---- Records for the task

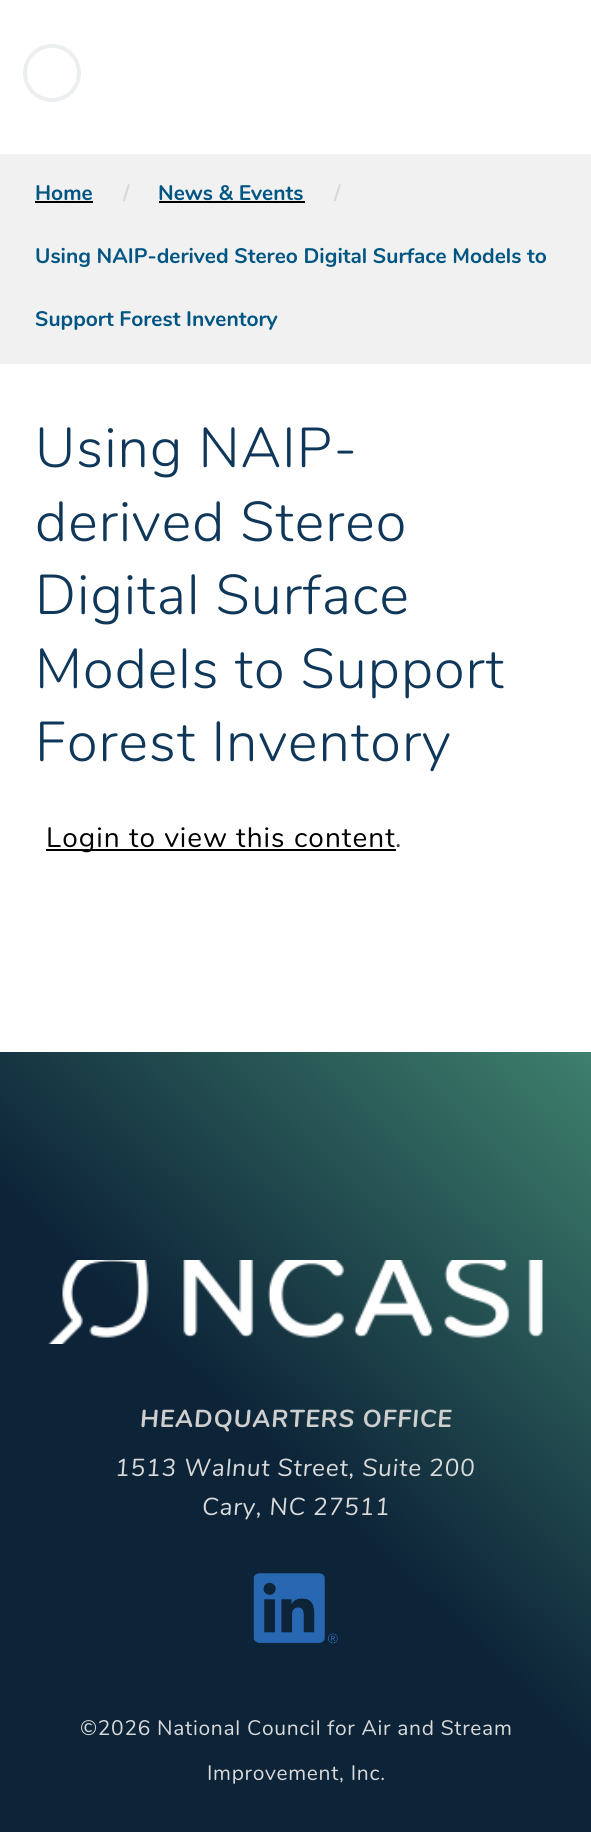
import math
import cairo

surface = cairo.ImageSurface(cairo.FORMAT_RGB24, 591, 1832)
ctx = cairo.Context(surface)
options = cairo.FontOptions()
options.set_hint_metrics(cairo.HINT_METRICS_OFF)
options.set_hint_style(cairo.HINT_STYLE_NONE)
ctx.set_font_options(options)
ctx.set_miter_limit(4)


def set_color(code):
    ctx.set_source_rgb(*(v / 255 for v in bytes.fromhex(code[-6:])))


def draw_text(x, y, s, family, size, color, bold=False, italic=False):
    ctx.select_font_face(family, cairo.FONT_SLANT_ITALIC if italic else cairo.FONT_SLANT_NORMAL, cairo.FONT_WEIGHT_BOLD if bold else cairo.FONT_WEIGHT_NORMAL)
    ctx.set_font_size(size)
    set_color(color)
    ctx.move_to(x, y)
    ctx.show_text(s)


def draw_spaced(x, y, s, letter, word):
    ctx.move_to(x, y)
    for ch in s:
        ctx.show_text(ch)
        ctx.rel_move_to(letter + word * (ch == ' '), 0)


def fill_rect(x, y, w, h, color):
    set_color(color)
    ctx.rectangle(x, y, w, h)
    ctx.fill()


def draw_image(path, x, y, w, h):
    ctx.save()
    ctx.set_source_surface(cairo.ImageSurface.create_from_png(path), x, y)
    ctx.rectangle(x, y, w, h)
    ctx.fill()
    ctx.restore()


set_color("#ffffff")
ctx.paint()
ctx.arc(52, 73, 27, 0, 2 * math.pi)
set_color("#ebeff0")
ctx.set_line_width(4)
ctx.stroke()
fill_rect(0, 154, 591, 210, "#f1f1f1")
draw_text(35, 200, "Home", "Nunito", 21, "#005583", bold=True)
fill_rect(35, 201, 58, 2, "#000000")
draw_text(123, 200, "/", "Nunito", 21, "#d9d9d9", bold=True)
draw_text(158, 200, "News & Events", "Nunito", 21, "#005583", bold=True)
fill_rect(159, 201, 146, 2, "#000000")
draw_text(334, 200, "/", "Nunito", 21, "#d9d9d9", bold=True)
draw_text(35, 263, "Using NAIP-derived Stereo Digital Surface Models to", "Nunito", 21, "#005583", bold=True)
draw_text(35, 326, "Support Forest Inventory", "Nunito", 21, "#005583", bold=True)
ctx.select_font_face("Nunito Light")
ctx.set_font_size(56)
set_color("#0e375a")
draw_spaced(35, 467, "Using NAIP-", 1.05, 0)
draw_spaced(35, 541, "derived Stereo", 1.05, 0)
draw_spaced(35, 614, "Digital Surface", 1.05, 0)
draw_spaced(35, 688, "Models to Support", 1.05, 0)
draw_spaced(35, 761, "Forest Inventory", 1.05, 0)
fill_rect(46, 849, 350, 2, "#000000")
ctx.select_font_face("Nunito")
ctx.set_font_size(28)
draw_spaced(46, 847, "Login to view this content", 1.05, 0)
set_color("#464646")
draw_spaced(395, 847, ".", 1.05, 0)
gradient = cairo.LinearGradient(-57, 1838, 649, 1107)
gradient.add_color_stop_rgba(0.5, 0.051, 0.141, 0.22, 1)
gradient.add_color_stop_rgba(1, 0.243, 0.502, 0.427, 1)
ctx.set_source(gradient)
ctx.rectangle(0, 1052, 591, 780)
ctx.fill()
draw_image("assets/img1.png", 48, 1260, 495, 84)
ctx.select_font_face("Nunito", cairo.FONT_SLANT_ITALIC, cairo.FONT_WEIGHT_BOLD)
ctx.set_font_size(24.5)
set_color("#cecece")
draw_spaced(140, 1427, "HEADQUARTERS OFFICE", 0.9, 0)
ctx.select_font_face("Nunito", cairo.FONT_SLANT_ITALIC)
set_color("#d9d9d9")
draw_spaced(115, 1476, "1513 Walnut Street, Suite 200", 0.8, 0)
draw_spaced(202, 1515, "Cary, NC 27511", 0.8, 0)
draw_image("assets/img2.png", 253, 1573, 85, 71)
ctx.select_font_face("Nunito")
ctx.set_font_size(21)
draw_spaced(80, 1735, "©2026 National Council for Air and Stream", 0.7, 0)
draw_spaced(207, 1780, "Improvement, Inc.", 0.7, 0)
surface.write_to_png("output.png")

--------

Repeat exactly the lines from the start of the entries down to the line with "ctx.set_font_size(size)", keeping both ends but none of the pictures.

import math
import cairo

surface = cairo.ImageSurface(cairo.FORMAT_RGB24, 591, 1832)
ctx = cairo.Context(surface)
options = cairo.FontOptions()
options.set_hint_metrics(cairo.HINT_METRICS_OFF)
options.set_hint_style(cairo.HINT_STYLE_NONE)
ctx.set_font_options(options)
ctx.set_miter_limit(4)


def set_color(code):
    ctx.set_source_rgb(*(v / 255 for v in bytes.fromhex(code[-6:])))


def draw_text(x, y, s, family, size, color, bold=False, italic=False):
    ctx.select_font_face(family, cairo.FONT_SLANT_ITALIC if italic else cairo.FONT_SLANT_NORMAL, cairo.FONT_WEIGHT_BOLD if bold else cairo.FONT_WEIGHT_NORMAL)
    ctx.set_font_size(size)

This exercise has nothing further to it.